[[ Exercise data open ]]
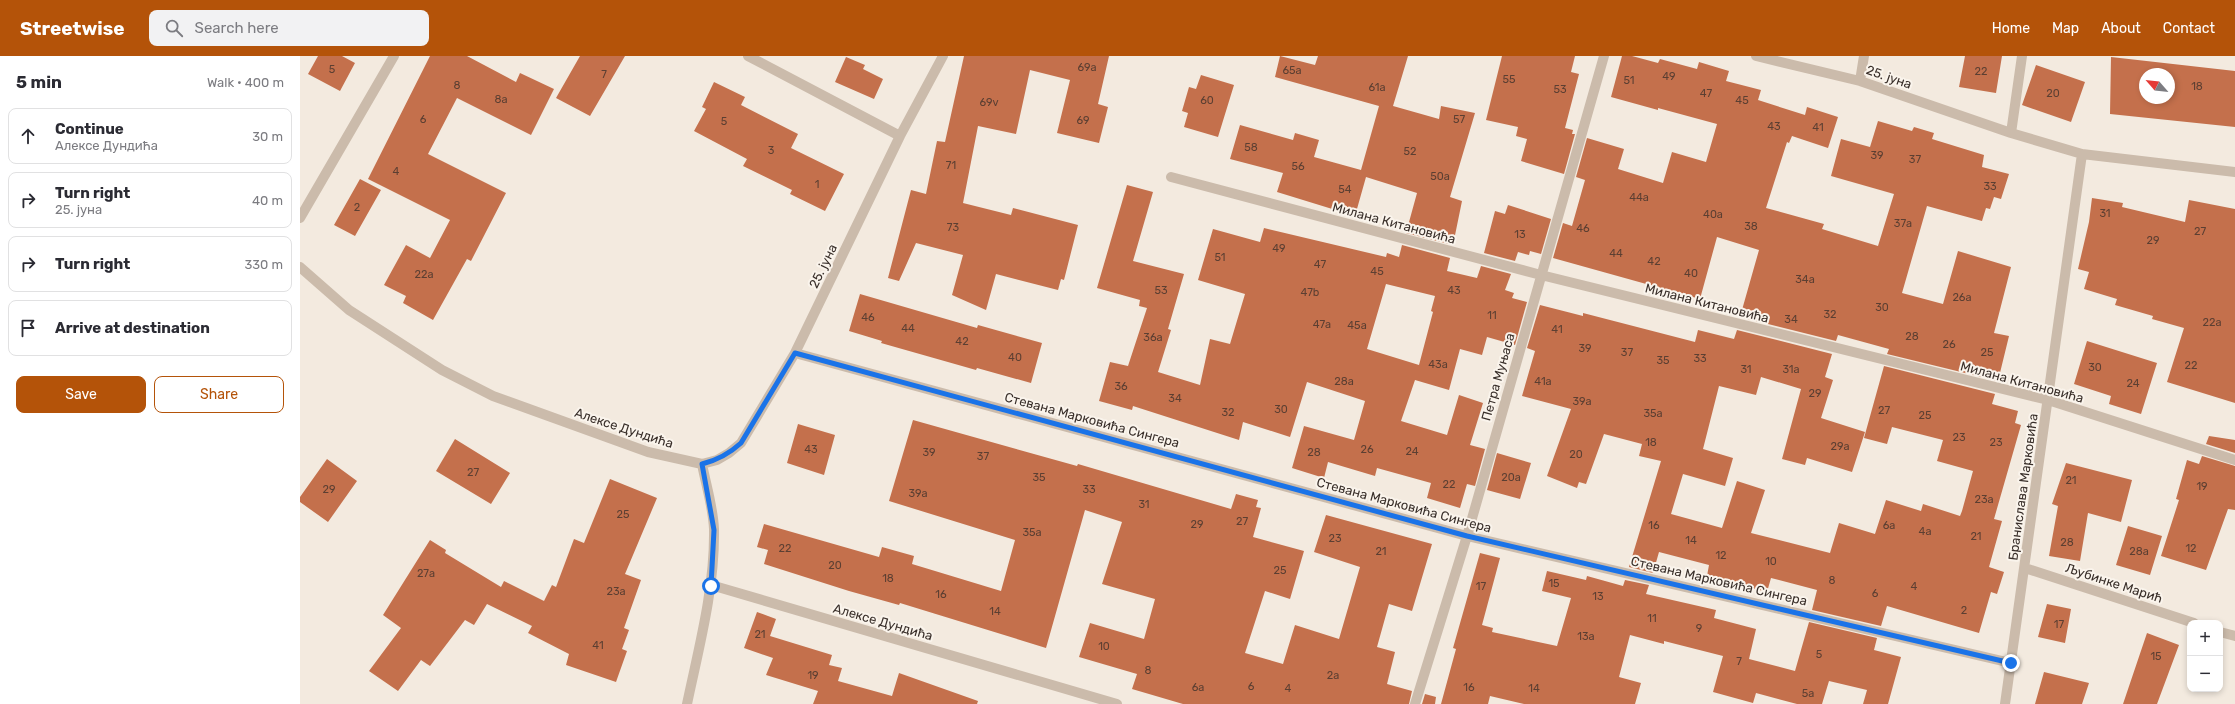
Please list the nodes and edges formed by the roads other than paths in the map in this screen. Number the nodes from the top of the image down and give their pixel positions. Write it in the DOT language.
graph roads {
  1 [pos="394,56"];
  2 [pos="748,56"];
  3 [pos="943,56"];
  4 [pos="1604,56"];
  5 [pos="1756,56"];
  6 [pos="1864,56"];
  7 [pos="2022,56"];
  8 [pos="1860,81"];
  9 [pos="2011,133"];
  10 [pos="900,136"];
  11 [pos="2082,154"];
  12 [pos="2235,172"];
  13 [pos="1171,178"];
  14 [pos="300,218"];
  15 [pos="300,267"];
  16 [pos="1540,275"];
  17 [pos="795,353"];
  18 [pos="2048,400"];
  19 [pos="2235,460"];
  20 [pos="702,464"];
  21 [pos="1467,536"];
  22 [pos="2025,568"];
  23 [pos="711,586"];
  24 [pos="2187,621"];
  25 [pos="2223,633"];
  26 [pos="2235,636"];
  27 [pos="2011,663"];
  28 [pos="688,704"];
  29 [pos="1117,704"];
  30 [pos="1415,704"];
  31 [pos="2005,704"];
  1 -- 14 [label="street"];
  2 -- 10 [label="street"];
  3 -- 10 [label="street, 25. јуна"];
  4 -- 16 [label="street, Петра Муњаса"];
  5 -- 8 [label="street, 25. јуна"];
  6 -- 8 [label="street"];
  7 -- 9 [label="street"];
  8 -- 9 [label="street, 25. јуна"];
  9 -- 11 [label="street, 25. јуна"];
  10 -- 17 [label="street, 25. јуна"];
  11 -- 12 [label="street, 25. јуна"];
  11 -- 18 [label="street, Бранислава Марковића"];
  13 -- 16 [label="street, Милана Китановића"];
  15 -- 20 [label="street, Алексе Дундића"];
  16 -- 18 [label="street, Милана Китановића"];
  16 -- 21 [label="street, Петра Муњаса"];
  17 -- 20 [label="street, 25. јуна"];
  17 -- 21 [label="street, Стевана Марковића Сингера"];
  18 -- 19 [label="street, Милана Китановића"];
  18 -- 22 [label="street, Бранислава Марковића"];
  20 -- 23 [label="street"];
  21 -- 27 [label="street, Стевана Марковића Сингера"];
  21 -- 30 [label="street, Петра Муњаса"];
  22 -- 24 [label="street, Љубинке Марић"];
  22 -- 27 [label="street, Бранислава Марковића"];
  23 -- 28 [label="street"];
  23 -- 29 [label="street, Алексе Дундића"];
  25 -- 26 [label="street"];
  27 -- 31 [label="street, Бранислава Марковића"];
}
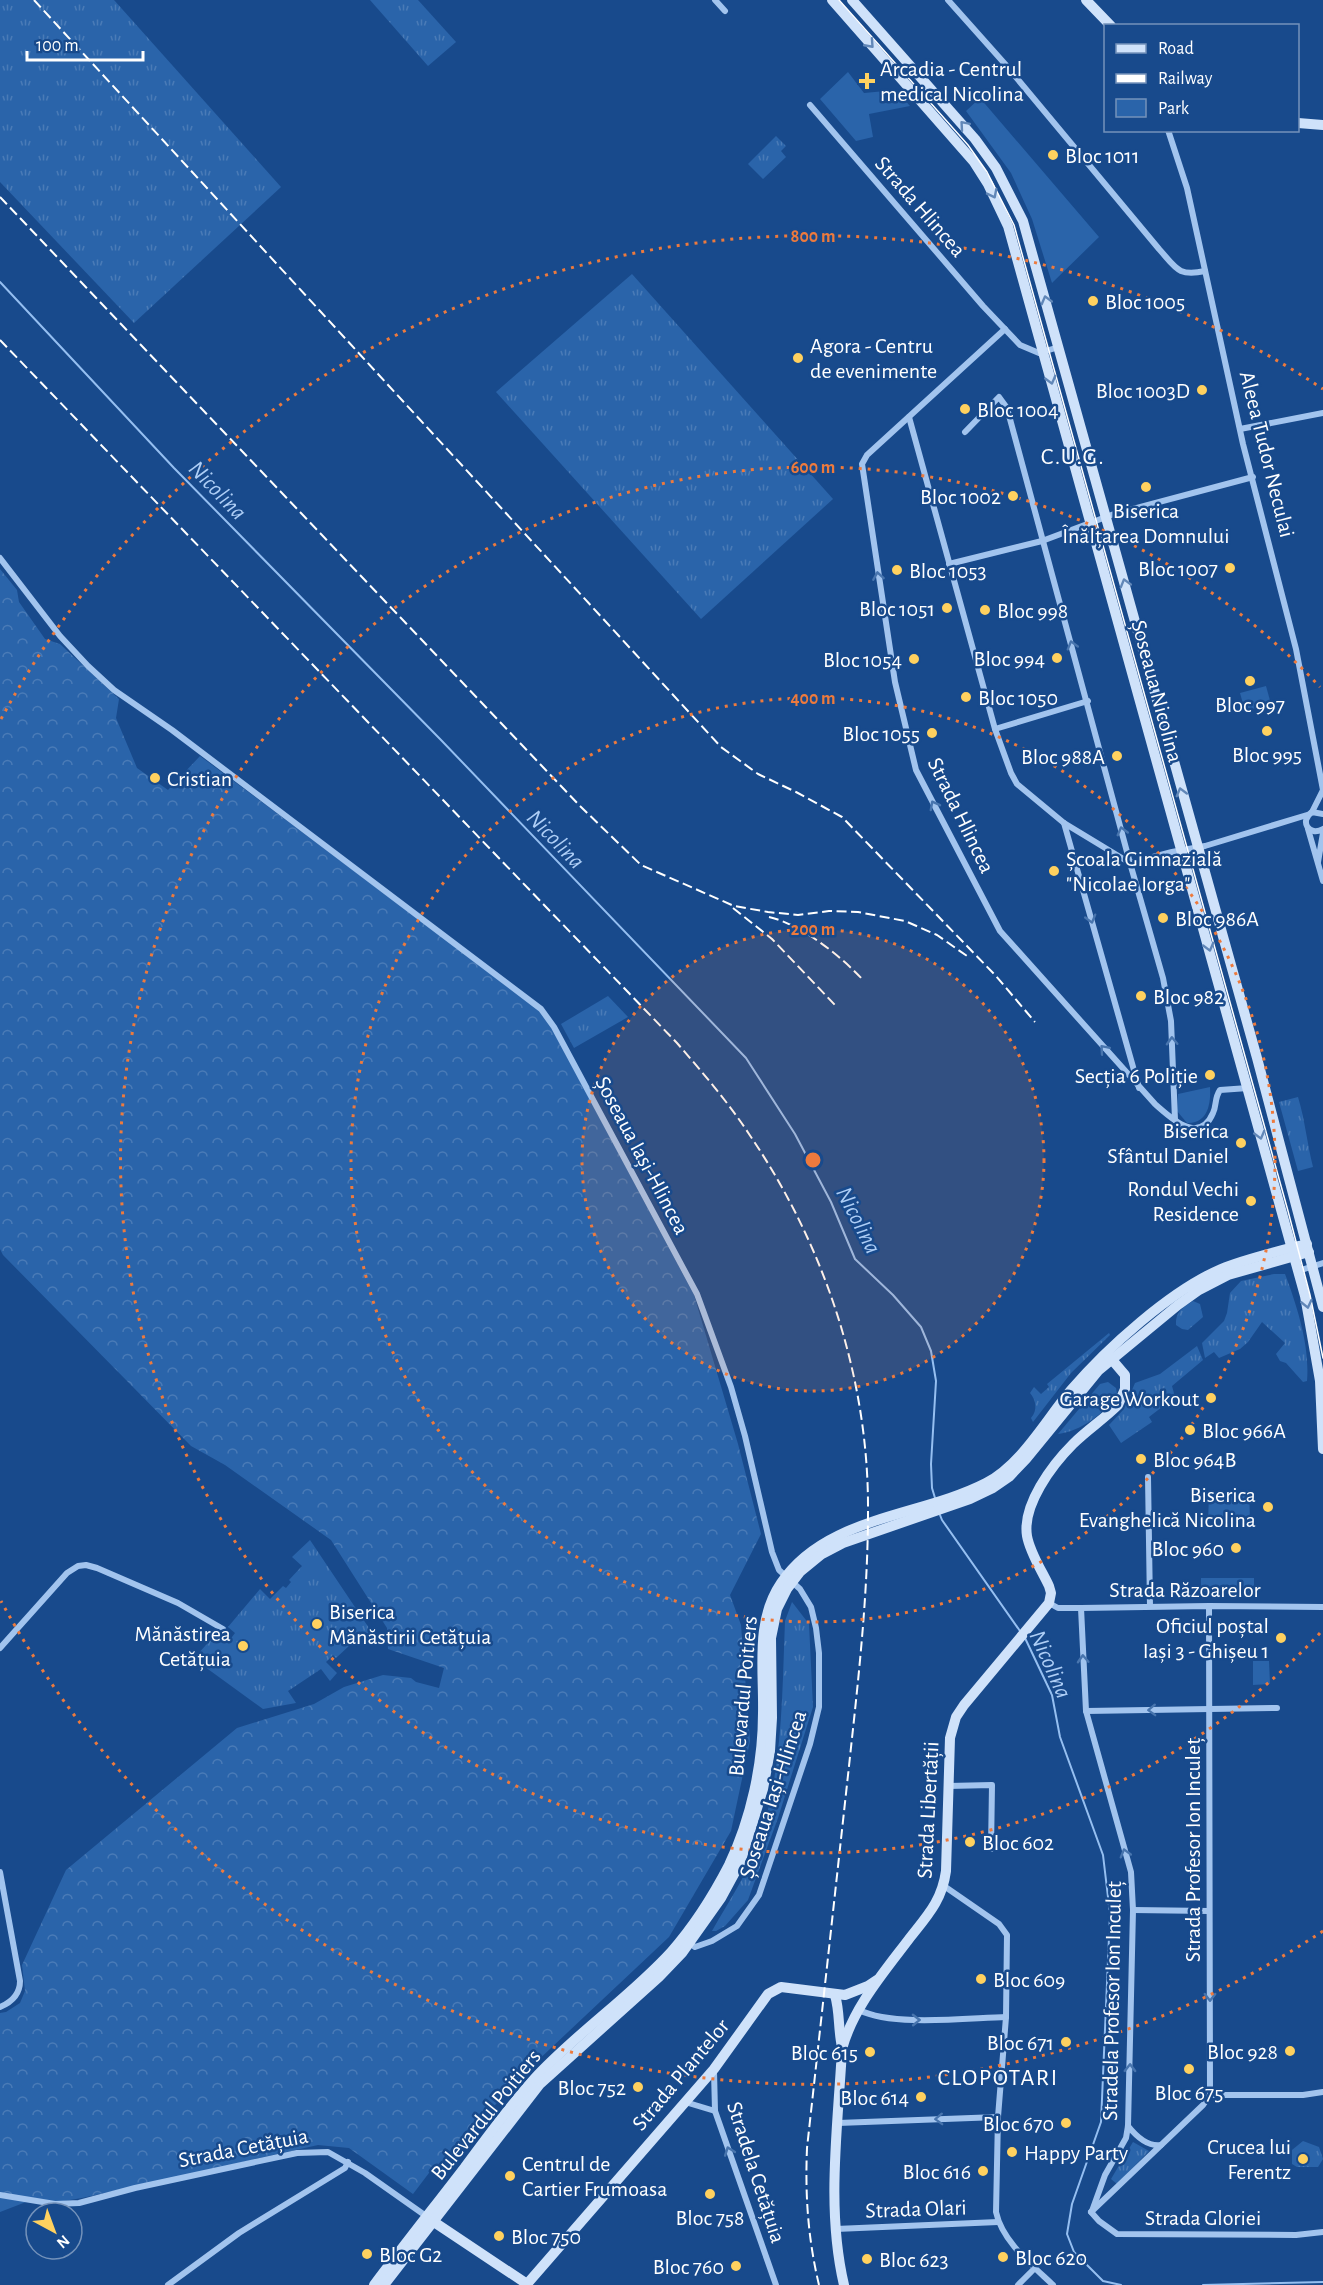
[[ Exercise data closed ]]
### Task statement
Please write out the whole listing exactly, but not the pictures in it.

### Output
Please list the nodes and edges formed by the roads other than paths in the map in this screen. Number the nodes from the top of the image down and give their pixel positions. Write it in the DOT language.
graph roads {
  1 [pos="394,56"];
  2 [pos="748,56"];
  3 [pos="943,56"];
  4 [pos="1604,56"];
  5 [pos="1756,56"];
  6 [pos="1864,56"];
  7 [pos="2022,56"];
  8 [pos="1860,81"];
  9 [pos="2011,133"];
  10 [pos="900,136"];
  11 [pos="2082,154"];
  12 [pos="2235,172"];
  13 [pos="1171,178"];
  14 [pos="300,218"];
  15 [pos="300,267"];
  16 [pos="1540,275"];
  17 [pos="795,353"];
  18 [pos="2048,400"];
  19 [pos="2235,460"];
  20 [pos="702,464"];
  21 [pos="1467,536"];
  22 [pos="2025,568"];
  23 [pos="711,586"];
  24 [pos="2187,621"];
  25 [pos="2223,633"];
  26 [pos="2235,636"];
  27 [pos="2011,663"];
  28 [pos="688,704"];
  29 [pos="1117,704"];
  30 [pos="1415,704"];
  31 [pos="2005,704"];
  1 -- 14 [label="street"];
  2 -- 10 [label="street"];
  3 -- 10 [label="street, 25. јуна"];
  4 -- 16 [label="street, Петра Муњаса"];
  5 -- 8 [label="street, 25. јуна"];
  6 -- 8 [label="street"];
  7 -- 9 [label="street"];
  8 -- 9 [label="street, 25. јуна"];
  9 -- 11 [label="street, 25. јуна"];
  10 -- 17 [label="street, 25. јуна"];
  11 -- 12 [label="street, 25. јуна"];
  11 -- 18 [label="street, Бранислава Марковића"];
  13 -- 16 [label="street, Милана Китановића"];
  15 -- 20 [label="street, Алексе Дундића"];
  16 -- 18 [label="street, Милана Китановића"];
  16 -- 21 [label="street, Петра Муњаса"];
  17 -- 20 [label="street, 25. јуна"];
  17 -- 21 [label="street, Стевана Марковића Сингера"];
  18 -- 19 [label="street, Милана Китановића"];
  18 -- 22 [label="street, Бранислава Марковића"];
  20 -- 23 [label="street"];
  21 -- 27 [label="street, Стевана Марковића Сингера"];
  21 -- 30 [label="street, Петра Муњаса"];
  22 -- 24 [label="street, Љубинке Марић"];
  22 -- 27 [label="street, Бранислава Марковића"];
  23 -- 28 [label="street"];
  23 -- 29 [label="street, Алексе Дундића"];
  25 -- 26 [label="street"];
  27 -- 31 [label="street, Бранислава Марковића"];
}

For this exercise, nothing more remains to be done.